-- Available data follows --
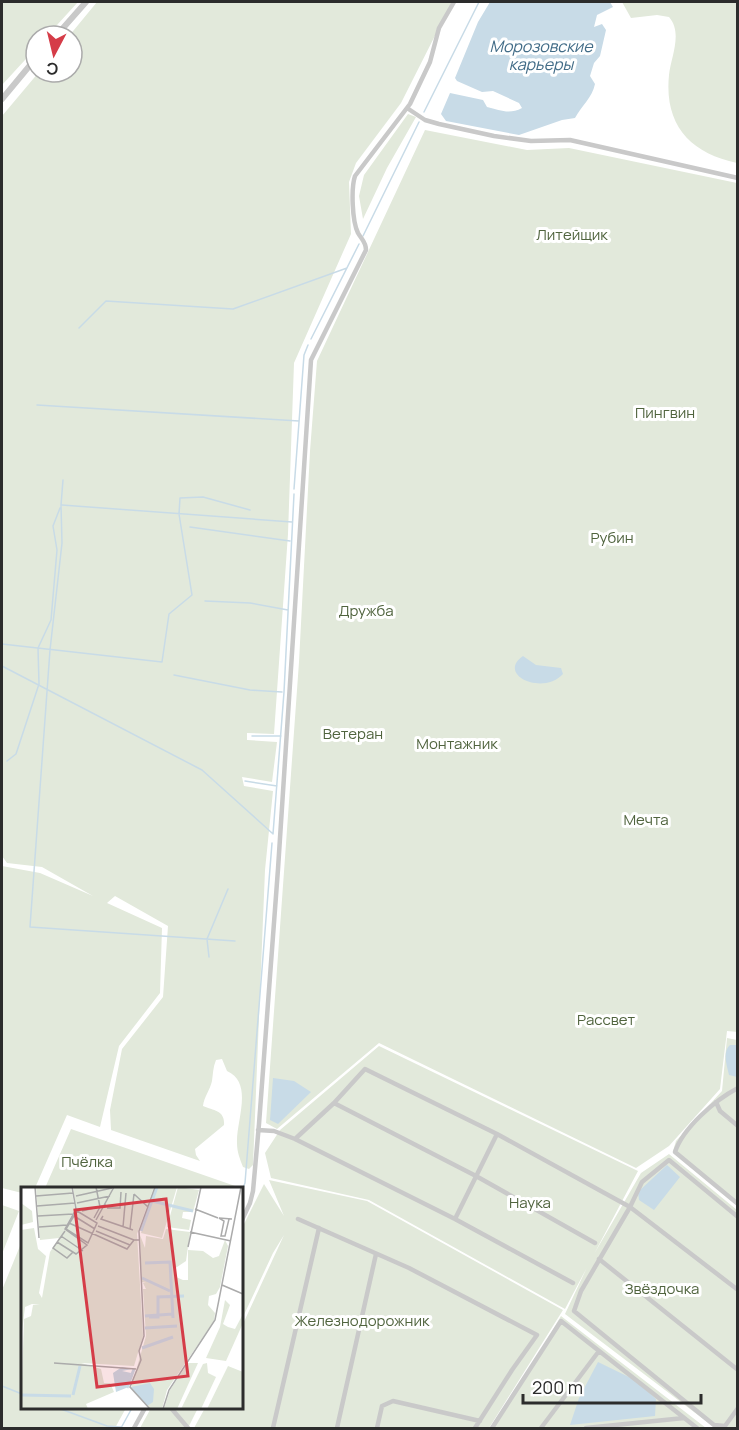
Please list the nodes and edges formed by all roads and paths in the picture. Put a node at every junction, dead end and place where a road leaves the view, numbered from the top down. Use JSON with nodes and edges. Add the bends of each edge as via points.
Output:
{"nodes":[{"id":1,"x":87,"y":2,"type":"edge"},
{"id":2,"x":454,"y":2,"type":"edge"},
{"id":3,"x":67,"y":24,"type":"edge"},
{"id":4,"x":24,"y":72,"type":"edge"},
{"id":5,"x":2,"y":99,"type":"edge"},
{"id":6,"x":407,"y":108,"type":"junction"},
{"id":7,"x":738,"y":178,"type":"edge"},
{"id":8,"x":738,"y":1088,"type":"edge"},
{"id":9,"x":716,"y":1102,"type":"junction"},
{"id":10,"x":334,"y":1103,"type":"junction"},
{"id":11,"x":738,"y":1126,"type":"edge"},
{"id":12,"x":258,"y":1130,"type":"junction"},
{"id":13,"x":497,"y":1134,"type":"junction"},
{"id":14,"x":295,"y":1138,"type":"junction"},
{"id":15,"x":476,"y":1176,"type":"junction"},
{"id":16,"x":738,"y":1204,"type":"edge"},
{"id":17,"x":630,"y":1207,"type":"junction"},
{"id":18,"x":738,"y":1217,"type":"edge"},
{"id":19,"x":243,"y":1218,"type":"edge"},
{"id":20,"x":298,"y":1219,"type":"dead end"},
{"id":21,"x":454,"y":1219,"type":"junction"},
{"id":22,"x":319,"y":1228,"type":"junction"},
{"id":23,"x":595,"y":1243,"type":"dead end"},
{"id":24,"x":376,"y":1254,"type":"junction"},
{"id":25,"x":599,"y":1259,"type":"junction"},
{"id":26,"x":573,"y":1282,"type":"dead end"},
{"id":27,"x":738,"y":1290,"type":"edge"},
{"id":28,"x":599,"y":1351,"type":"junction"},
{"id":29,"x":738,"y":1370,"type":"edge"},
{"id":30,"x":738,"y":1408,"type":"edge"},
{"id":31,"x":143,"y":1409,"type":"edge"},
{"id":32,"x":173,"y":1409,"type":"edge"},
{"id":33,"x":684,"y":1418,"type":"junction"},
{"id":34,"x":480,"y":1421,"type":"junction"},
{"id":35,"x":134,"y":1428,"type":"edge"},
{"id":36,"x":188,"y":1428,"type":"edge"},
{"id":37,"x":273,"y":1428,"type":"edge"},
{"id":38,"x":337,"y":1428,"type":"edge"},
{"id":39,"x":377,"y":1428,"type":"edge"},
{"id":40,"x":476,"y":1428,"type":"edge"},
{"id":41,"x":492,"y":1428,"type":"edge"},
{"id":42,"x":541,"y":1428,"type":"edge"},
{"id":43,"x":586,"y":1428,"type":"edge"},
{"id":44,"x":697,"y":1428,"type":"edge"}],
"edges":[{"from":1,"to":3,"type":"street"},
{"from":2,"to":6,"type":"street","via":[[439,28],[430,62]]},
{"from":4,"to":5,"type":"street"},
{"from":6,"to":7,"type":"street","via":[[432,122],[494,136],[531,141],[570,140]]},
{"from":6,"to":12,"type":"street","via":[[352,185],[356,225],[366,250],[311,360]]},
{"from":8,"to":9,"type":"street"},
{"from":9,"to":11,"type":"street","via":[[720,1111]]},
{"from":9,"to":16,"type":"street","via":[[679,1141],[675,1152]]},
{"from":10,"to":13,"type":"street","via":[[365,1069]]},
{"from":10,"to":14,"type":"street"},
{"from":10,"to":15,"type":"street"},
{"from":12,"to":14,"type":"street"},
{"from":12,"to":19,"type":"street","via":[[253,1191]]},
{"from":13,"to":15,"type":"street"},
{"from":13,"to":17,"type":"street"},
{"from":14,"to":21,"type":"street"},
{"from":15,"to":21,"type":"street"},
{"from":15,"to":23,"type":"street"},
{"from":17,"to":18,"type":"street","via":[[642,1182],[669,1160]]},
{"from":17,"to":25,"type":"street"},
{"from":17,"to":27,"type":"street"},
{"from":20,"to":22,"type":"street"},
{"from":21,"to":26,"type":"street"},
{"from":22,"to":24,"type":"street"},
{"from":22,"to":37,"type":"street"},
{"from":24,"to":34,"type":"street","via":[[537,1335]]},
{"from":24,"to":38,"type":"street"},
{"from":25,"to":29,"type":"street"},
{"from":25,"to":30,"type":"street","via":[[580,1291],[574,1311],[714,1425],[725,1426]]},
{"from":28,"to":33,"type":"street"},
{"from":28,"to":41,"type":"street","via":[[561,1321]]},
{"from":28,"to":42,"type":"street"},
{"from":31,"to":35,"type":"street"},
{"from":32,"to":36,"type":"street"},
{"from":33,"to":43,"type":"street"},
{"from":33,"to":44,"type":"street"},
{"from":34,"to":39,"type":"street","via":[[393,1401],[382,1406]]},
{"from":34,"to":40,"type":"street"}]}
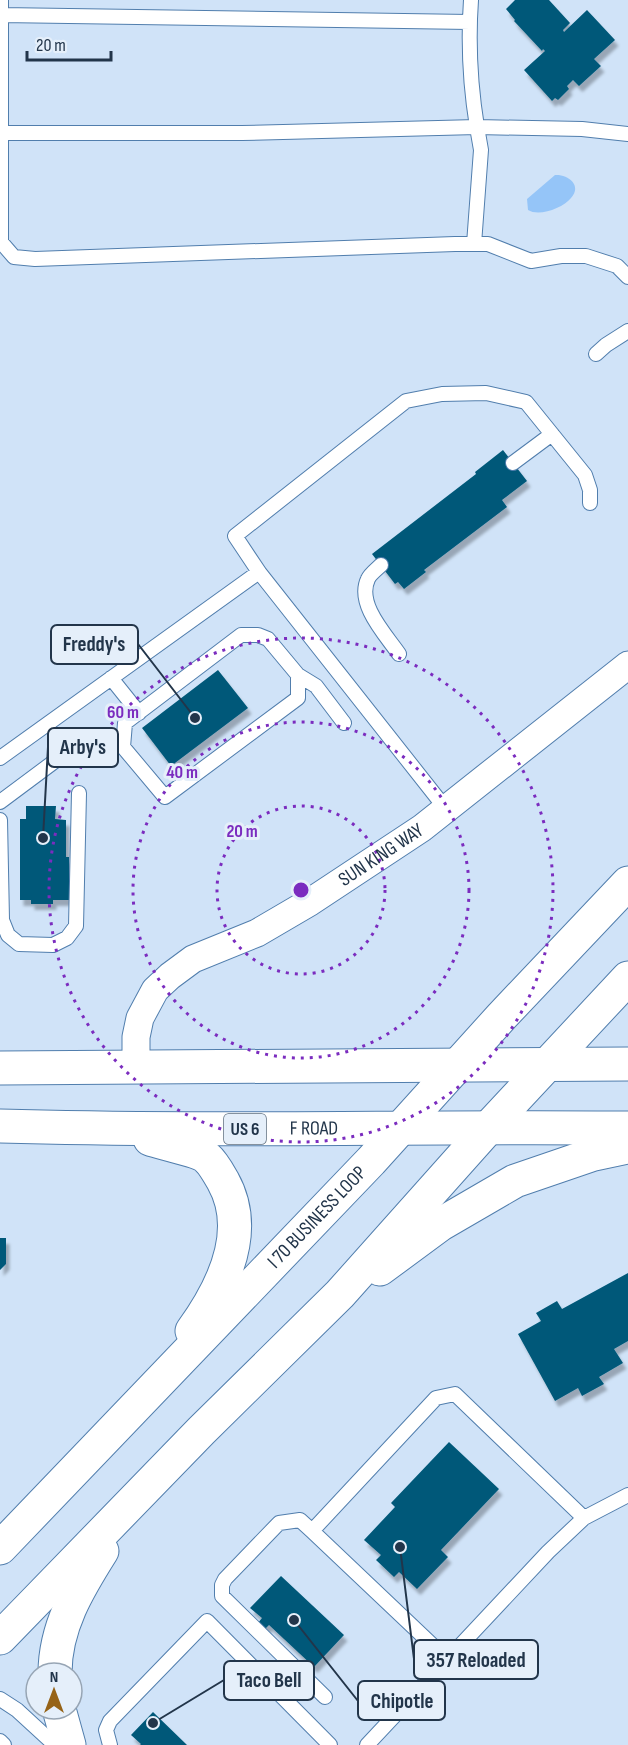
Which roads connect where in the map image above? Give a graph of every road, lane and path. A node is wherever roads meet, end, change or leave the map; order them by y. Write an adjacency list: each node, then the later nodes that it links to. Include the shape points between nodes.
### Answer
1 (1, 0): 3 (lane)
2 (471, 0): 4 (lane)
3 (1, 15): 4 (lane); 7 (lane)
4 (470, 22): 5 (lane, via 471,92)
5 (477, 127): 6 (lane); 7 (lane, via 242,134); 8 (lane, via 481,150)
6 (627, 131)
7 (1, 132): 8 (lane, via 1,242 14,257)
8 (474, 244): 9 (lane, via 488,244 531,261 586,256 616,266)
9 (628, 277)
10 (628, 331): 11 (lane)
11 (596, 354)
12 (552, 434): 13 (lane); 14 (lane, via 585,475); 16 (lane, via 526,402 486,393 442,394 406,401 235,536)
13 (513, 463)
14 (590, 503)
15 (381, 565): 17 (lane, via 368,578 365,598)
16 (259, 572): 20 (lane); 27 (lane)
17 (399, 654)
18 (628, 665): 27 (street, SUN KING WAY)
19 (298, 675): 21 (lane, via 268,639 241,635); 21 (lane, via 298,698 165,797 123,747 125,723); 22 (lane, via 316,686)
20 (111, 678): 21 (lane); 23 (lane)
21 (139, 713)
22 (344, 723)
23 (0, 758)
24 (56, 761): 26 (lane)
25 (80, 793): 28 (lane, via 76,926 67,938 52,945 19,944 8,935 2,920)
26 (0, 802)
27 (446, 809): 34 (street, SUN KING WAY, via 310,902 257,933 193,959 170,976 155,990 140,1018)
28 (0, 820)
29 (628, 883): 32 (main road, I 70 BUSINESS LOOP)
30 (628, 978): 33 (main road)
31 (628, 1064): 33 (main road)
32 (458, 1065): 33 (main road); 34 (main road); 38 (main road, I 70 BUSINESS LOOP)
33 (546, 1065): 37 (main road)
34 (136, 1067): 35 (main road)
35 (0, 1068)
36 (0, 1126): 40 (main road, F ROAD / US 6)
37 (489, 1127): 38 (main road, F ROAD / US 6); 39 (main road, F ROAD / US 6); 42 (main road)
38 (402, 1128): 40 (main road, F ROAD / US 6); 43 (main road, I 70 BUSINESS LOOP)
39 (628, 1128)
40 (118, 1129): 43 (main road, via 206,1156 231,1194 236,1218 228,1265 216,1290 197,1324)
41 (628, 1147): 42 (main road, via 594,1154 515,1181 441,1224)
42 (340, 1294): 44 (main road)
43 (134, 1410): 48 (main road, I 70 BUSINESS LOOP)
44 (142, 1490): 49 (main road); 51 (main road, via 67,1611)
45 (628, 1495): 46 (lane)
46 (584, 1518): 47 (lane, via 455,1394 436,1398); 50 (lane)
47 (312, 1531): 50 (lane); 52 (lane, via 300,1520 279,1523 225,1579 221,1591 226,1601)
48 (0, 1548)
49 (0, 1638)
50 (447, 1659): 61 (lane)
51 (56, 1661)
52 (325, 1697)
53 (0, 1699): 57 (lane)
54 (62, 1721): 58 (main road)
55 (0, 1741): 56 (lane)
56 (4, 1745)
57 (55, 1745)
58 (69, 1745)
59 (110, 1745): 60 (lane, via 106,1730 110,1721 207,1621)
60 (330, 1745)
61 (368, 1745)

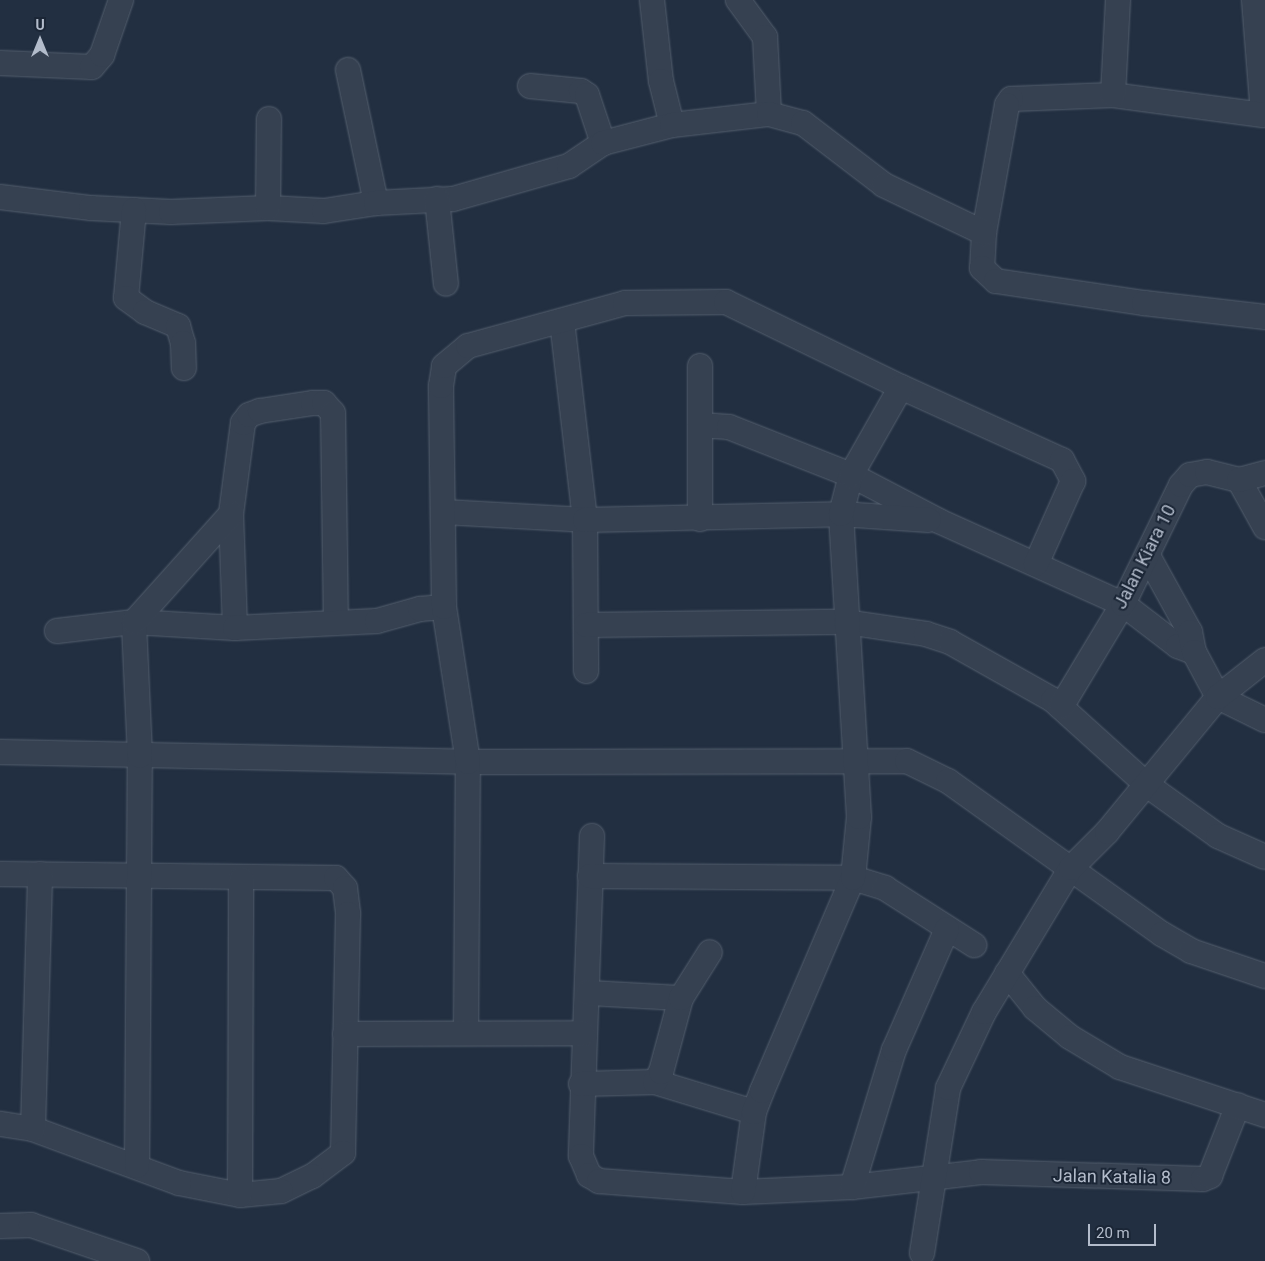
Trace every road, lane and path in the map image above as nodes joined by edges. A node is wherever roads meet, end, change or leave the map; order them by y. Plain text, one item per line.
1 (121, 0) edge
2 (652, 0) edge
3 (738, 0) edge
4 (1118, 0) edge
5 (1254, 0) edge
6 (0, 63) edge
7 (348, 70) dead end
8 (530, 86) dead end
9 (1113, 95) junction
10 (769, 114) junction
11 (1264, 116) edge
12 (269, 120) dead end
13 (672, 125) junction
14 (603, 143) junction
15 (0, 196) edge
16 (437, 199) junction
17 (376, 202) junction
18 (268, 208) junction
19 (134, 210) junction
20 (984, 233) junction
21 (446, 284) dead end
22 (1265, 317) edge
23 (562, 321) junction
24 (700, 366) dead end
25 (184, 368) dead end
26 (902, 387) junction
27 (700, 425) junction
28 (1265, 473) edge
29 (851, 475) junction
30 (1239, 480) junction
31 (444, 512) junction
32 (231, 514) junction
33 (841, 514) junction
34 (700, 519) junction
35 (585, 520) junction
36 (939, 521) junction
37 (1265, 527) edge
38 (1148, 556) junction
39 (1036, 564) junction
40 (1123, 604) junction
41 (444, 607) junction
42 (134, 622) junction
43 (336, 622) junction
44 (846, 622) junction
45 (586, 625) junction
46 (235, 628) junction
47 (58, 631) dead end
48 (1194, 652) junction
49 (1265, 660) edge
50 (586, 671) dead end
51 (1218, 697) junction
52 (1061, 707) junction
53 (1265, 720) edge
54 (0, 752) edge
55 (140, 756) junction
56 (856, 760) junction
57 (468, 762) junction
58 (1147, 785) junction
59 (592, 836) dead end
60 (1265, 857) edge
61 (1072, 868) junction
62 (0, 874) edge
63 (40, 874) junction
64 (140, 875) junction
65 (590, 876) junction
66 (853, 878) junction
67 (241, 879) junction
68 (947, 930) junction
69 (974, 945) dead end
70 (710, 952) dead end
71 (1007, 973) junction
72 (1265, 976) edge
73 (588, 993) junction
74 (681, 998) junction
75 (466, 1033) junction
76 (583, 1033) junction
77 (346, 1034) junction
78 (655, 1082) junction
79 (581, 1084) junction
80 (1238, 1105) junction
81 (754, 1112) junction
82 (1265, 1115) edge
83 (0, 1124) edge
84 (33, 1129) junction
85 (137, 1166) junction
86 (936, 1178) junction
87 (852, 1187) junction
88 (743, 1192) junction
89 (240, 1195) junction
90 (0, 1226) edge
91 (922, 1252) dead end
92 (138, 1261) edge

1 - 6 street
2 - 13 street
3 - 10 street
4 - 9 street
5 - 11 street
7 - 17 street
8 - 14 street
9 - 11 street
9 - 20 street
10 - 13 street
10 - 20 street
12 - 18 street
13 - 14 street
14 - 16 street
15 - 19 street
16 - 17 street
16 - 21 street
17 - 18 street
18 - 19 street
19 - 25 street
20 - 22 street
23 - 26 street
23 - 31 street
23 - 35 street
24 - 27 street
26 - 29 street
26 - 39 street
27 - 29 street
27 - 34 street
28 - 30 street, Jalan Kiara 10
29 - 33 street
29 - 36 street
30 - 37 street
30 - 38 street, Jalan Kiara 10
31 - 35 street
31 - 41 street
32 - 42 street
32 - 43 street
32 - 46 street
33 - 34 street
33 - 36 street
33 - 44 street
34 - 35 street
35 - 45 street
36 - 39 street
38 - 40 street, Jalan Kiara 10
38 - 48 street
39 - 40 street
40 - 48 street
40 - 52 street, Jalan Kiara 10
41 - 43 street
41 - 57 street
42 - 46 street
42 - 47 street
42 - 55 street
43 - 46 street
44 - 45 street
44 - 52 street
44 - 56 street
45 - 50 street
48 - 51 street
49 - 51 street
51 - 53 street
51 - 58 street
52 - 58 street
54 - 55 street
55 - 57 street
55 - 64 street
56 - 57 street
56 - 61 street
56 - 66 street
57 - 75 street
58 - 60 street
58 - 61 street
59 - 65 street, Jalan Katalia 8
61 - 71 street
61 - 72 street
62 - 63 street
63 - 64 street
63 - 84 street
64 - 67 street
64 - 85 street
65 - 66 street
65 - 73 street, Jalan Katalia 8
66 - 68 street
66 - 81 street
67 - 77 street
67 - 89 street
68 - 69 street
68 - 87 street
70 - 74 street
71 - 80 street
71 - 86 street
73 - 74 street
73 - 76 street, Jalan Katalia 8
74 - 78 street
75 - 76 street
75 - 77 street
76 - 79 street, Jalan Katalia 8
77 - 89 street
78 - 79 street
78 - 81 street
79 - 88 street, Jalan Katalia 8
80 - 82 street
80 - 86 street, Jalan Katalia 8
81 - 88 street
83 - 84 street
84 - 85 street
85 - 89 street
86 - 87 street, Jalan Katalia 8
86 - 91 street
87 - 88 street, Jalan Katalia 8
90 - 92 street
-- Available data concluded --
- Problem -
Return every line from the entries that holds the string "wherever".

- Written reply -
Which roads connect where in the map image above? Give a graph of every road, lane and path. A node is wherever roads meet, end, change or leave the map; order them by y. Write an adjacency list: each node, then the later nodes that it links to. Include the shape points between nodes.
Trace every road, lane and path in the map image above as nodes joined by edges. A node is wherever roads meet, end, change or leave the map; order them by y. Plain text, one item per line.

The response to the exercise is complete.